= Ababiya Abajobir =

Founding member of the Oromo Liberation Front

Ababiya Abajobir is a diplomat, lawyer and a founding member of the separatist organization Oromo Liberation Front (OLF). He served the OLF in many leading positions, including as head of OLF's Foreign Affairs in Washington from 2000 to 2003.

==Background==
A grandson of Abba Jifar II, last Moti of the Kingdom of Jimma, in what is now the region of Oromia in southern Ethiopia, Ababiya Abajobir had served as head of OLF for many years. He was one of the leading figures that organized the 1974 Ethiopian Muslim protests which was pivotal in overthrowing the Haile Selassie regime. He had been imprisoned for ten years when the military regime was in power (1974–91).

During the transitional government (1991–95) when the OLF joined the Ethiopian government, he was assigned as Ethiopia's ambassador to Egypt.

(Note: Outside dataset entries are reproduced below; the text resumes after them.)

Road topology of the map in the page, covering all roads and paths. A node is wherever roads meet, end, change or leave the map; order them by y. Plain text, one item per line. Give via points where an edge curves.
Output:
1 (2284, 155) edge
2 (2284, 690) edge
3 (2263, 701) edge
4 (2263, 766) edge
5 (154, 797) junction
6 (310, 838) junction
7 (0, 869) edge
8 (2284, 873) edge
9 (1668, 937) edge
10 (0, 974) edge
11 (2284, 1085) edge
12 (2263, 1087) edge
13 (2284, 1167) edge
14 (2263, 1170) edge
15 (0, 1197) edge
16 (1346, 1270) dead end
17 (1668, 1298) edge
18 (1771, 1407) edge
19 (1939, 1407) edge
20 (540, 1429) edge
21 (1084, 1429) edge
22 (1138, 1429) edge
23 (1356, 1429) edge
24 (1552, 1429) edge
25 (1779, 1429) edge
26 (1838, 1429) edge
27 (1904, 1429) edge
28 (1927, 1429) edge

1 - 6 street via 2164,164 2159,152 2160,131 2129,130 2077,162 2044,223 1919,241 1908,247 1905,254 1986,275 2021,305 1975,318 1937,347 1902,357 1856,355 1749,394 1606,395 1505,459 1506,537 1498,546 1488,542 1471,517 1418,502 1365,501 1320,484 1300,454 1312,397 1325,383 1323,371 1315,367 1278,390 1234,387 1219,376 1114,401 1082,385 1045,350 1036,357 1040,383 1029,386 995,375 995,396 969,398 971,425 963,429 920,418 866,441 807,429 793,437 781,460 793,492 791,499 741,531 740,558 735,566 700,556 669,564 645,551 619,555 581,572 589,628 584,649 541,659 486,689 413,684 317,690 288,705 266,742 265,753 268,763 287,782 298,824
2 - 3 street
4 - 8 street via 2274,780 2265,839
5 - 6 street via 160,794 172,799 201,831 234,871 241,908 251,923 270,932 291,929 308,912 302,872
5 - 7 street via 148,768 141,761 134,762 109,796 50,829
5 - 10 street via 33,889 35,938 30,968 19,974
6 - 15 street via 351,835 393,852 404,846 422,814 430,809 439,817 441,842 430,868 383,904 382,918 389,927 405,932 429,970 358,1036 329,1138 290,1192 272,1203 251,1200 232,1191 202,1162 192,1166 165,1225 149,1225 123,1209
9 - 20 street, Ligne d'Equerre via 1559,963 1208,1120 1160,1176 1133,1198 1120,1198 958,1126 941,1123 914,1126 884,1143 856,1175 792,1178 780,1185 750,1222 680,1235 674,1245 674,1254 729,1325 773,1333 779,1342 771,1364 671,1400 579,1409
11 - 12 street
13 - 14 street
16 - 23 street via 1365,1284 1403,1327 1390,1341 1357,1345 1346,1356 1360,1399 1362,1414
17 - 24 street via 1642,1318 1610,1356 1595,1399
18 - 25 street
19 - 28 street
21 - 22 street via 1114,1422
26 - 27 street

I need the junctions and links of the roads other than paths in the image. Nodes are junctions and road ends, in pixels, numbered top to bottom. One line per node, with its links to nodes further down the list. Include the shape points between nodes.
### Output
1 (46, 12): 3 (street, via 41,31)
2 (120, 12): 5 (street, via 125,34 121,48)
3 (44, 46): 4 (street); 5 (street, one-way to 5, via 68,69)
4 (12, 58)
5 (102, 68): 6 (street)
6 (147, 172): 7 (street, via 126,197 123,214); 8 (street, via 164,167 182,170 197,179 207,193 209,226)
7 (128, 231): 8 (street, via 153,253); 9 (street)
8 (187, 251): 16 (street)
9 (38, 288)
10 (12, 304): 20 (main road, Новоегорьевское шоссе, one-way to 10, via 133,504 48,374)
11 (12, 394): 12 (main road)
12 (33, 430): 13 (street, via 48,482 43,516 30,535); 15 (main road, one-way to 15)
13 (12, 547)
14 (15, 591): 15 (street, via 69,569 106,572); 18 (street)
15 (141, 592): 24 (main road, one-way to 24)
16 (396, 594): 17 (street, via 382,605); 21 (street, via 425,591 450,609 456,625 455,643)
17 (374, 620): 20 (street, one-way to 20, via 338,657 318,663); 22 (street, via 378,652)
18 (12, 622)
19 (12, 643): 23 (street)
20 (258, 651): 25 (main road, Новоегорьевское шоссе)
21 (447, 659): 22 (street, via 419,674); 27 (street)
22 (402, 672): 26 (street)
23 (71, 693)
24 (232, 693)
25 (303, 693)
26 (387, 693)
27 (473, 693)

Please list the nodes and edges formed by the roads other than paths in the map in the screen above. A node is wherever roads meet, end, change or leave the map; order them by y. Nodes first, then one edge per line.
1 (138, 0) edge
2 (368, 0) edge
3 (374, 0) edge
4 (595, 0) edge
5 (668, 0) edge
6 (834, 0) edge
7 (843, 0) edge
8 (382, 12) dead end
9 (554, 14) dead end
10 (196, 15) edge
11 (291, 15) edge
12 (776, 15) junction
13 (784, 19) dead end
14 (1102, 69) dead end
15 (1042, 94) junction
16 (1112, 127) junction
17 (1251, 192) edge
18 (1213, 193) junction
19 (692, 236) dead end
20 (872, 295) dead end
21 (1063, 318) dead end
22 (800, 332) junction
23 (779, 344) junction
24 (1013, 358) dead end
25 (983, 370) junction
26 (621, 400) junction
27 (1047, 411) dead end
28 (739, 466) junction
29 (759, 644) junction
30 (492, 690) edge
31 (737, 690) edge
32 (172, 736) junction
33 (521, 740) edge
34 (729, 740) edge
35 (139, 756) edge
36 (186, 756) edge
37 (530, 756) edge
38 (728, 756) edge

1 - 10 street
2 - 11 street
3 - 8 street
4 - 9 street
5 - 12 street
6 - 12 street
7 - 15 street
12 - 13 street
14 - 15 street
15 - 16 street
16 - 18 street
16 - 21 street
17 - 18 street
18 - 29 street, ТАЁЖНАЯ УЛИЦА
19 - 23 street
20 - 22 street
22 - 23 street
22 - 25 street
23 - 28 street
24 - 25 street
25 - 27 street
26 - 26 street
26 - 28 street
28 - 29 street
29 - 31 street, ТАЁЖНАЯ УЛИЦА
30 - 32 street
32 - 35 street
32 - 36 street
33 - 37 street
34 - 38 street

He served OLF in several positions after the organization left the government complaining about harassment by the Oromo Peoples' Democratic Organization (OPDO) and the TPLF-led government. In 2000, he became the leader of OLF's Foreign Affairs in Washington D.C., but he resigned in 2003 to try to bring peace between OLF and the government of Ethiopia.

In 2008, he said the questions regarding the Oromo people have been answered, adding that armed struggle by the OLF is outdated and unnecessary.